One:
I’m at a competitive and well-respected writing conference in the west and have become friends with a talented black woman writer. Wherever we go, we run into a white male writer from the screenwriting workshop. Whenever this man sees us, he comments on the fact that we are together. He tells us that we are joined at the hip, he calls us Siamese twins, he asks us if we ever go anywhere without the other. We wonder if he would say these things to two white women who have met and become fast friends. We know he probably would not. That it is probably the sight of our brown and black female bodies together that is causing him distress.
On the last day of the conference we are in line at the smoothie shop when we see the screenwriter approaching. We huddle closer together and hope he will not see us but instead but he pushes his way between us and then he says, “Now I’m the cream in the Oreo.”
Two:
I’m at a gathering of Sri Lankans in Los Angeles. This is the immigrant community I grew up in but one that I do not visit often, having left two decades earlier to go to college and then to make my way in the world. I’ve come to spend time with my sister, her husband and their beautiful new baby.

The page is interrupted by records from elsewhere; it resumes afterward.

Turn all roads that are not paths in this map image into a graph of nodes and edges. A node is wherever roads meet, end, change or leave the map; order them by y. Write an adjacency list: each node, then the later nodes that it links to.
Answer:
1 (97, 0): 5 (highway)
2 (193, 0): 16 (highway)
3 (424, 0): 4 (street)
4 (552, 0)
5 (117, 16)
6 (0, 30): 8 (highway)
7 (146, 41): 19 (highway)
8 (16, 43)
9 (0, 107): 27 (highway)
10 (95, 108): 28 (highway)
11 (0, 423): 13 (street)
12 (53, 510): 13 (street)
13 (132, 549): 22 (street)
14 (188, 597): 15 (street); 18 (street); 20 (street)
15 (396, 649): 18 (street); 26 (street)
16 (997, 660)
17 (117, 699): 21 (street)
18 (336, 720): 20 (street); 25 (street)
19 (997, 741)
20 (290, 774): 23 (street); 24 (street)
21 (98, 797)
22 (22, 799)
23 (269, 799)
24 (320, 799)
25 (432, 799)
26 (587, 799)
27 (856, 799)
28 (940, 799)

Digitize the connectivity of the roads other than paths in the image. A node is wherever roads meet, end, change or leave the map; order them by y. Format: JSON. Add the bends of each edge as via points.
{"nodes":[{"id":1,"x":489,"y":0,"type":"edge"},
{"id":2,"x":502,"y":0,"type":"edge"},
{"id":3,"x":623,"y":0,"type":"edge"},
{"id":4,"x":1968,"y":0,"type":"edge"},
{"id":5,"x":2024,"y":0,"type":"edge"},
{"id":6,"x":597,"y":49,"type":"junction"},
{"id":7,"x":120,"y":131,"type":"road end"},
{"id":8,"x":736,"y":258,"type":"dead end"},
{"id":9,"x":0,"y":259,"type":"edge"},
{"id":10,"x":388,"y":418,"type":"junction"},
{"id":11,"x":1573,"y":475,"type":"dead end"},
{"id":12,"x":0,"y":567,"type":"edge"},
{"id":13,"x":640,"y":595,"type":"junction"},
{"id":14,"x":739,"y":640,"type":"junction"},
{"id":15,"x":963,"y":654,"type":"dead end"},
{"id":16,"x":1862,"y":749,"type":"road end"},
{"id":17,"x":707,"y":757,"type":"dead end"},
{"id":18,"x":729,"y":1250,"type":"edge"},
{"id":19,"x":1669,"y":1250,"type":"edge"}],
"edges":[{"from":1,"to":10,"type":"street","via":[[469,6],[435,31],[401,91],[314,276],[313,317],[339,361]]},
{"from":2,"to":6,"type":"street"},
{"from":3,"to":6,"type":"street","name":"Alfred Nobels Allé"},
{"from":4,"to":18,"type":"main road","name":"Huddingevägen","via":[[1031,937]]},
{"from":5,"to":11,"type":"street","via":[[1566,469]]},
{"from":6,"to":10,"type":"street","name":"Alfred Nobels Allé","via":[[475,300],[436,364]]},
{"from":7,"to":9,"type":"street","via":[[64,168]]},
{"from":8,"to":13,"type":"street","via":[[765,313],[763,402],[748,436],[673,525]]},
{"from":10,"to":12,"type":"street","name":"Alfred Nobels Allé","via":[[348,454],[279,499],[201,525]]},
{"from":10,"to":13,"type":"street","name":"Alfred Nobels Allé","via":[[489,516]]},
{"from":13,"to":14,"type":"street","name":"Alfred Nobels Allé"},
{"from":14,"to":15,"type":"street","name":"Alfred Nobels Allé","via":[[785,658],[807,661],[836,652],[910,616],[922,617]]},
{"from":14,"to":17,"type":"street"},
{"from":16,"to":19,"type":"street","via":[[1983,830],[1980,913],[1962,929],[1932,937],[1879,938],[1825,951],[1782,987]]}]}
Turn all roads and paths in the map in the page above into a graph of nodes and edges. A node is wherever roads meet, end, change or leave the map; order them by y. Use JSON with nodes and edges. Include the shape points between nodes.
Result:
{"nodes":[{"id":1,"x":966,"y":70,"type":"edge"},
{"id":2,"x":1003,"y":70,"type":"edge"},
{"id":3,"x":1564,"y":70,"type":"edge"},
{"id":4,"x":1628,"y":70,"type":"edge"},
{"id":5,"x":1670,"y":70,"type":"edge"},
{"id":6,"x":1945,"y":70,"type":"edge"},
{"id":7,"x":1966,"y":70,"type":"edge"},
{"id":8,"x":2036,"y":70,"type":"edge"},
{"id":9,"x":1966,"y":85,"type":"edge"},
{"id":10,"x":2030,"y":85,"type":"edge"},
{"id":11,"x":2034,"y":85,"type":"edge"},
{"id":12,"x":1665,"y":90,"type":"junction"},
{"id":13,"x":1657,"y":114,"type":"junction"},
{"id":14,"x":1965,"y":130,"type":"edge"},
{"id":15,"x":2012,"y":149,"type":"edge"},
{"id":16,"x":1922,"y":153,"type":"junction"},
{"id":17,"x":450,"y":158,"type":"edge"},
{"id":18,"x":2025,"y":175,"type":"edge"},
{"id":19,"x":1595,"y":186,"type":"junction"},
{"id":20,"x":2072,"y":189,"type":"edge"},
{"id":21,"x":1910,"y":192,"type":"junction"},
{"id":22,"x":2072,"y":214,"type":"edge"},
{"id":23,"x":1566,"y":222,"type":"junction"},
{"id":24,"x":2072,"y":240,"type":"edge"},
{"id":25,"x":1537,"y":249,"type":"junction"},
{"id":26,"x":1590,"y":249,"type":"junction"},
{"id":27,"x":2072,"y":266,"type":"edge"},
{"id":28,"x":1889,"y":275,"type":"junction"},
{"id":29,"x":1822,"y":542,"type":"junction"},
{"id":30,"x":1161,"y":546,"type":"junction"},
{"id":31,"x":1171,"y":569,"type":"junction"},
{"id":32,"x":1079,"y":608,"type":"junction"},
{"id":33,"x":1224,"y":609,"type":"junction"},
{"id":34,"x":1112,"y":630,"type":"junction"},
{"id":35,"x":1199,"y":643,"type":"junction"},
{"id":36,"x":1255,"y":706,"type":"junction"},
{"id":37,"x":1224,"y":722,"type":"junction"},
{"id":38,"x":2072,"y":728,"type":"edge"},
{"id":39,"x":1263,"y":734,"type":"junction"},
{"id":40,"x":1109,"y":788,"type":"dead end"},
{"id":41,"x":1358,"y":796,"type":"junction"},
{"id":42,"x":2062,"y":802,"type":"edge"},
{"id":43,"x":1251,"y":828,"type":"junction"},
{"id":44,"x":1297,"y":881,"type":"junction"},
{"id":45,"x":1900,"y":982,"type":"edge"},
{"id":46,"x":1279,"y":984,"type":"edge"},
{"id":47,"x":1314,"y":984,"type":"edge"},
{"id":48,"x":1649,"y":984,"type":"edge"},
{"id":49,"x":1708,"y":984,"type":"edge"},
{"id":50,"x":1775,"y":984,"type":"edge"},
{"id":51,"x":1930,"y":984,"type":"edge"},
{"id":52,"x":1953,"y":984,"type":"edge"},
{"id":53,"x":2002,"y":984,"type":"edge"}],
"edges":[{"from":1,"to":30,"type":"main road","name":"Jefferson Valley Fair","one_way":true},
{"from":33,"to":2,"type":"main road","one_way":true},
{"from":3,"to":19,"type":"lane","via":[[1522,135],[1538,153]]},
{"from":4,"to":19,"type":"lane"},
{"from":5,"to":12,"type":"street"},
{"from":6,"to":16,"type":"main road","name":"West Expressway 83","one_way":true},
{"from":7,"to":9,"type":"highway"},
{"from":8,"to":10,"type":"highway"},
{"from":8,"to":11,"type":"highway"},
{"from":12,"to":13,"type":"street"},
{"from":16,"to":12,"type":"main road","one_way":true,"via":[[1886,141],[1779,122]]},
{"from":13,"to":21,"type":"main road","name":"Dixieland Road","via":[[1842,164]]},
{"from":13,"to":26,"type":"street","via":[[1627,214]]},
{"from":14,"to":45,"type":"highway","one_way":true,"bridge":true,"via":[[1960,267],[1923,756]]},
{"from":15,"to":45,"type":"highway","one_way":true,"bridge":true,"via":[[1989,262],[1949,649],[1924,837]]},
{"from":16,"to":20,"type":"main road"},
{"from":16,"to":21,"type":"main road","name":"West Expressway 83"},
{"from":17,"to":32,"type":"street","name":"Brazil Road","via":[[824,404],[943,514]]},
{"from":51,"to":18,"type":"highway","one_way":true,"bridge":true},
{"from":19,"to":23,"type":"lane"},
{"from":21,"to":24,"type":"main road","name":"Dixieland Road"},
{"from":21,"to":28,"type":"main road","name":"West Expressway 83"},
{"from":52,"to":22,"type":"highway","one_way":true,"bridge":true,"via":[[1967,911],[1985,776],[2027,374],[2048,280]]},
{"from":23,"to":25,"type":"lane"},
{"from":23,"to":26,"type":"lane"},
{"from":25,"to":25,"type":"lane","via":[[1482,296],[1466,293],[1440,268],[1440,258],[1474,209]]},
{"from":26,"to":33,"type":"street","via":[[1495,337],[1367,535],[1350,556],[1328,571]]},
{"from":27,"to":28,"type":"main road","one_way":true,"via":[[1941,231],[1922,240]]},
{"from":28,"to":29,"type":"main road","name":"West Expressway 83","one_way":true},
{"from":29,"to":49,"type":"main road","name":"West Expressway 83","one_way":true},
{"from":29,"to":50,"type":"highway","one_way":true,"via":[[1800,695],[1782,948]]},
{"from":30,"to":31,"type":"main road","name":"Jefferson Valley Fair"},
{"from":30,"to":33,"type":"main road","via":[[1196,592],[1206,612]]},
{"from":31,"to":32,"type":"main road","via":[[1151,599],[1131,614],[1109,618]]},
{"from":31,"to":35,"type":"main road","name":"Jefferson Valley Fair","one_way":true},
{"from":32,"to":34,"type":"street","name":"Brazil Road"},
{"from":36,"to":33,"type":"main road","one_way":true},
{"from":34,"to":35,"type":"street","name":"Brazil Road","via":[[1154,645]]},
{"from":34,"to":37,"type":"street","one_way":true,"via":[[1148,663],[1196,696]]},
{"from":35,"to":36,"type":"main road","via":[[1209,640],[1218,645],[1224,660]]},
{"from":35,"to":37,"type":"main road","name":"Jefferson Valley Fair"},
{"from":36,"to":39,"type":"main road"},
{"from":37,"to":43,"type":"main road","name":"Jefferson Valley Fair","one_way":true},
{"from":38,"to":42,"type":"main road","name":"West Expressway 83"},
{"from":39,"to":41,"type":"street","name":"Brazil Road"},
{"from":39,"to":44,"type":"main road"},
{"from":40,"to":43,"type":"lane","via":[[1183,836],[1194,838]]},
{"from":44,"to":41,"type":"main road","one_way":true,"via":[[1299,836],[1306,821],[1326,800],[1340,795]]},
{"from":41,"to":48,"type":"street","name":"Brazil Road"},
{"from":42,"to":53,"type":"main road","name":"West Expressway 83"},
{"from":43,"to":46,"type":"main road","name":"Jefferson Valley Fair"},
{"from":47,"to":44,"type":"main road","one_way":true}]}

Now, at this party an uncle who I haven’t seen since I left comes over and says, “You’re a writer now? That’s wonderful. Why don’t you come and meet my friends. They want to know about your book.” I am suspicious of older men in this community but go with him, since he has invoked my novel which has been big news in this community.
He leads me into a circle of men and says, “This is Nayomi. She used to see …” He names a sweetheart I haven’t seen since I was 24, but with whom my name has been linked since adolescence. A teenage shame flares through my veins and shocked I can only waggle my head in an ambiguous gesture. The uncle says, “You can’t even remember? So many boyfriends no?” The men cackle. All mention of my book is fled, instead I am pinned and defined as solely a sexualized body.
Three:
I’m at a Christmas party at my sister’s house in LA. My cousin’s best friend tracks me down. He is a white man. He has read my book at the recommendation of my cousin and now he wants to tell me about his response to it. I can tell that the experience has affected him in some deep way but I cannot understand what he is trying to convey. He tells me that my book is the first time he has encountered the perspective of someone who is not white and male. That it’s the first time he has read a book from a perspective of people as far away from his identity as possible- two brown women. He is a theatre director. He has read many plays, fewer novels. It astounds me that my work has the power to make him feel his own place in the world, privileged and superior. That it has the power to make him feel empathy with characters he has little in common with.
Four:
My first book has been out for a year. I’m at a book club in Sri Lanka surrounded by twenty-five women, Sri Lankan and otherwise, who have all read my book. I talk for a while and then there is a Q and A. My book is about two women going through the civil war that raged in Sri Lanka from 1983 to 2009. A woman suddenly stands up and tells the story of what happened to her family during the war. A mob came into her house, they shot her uncle in front of the whole family. Her aunt and cousins fled to England and never returned. She misses them. They left so quickly and have never come back. She has tears in her eyes. The rest of us are also tearing up. She says with wonder, “I never thought about it. I’ve never talked about it until now and that was twenty years ago. I thought it was normal. I didn’t think it was something to be talked about.”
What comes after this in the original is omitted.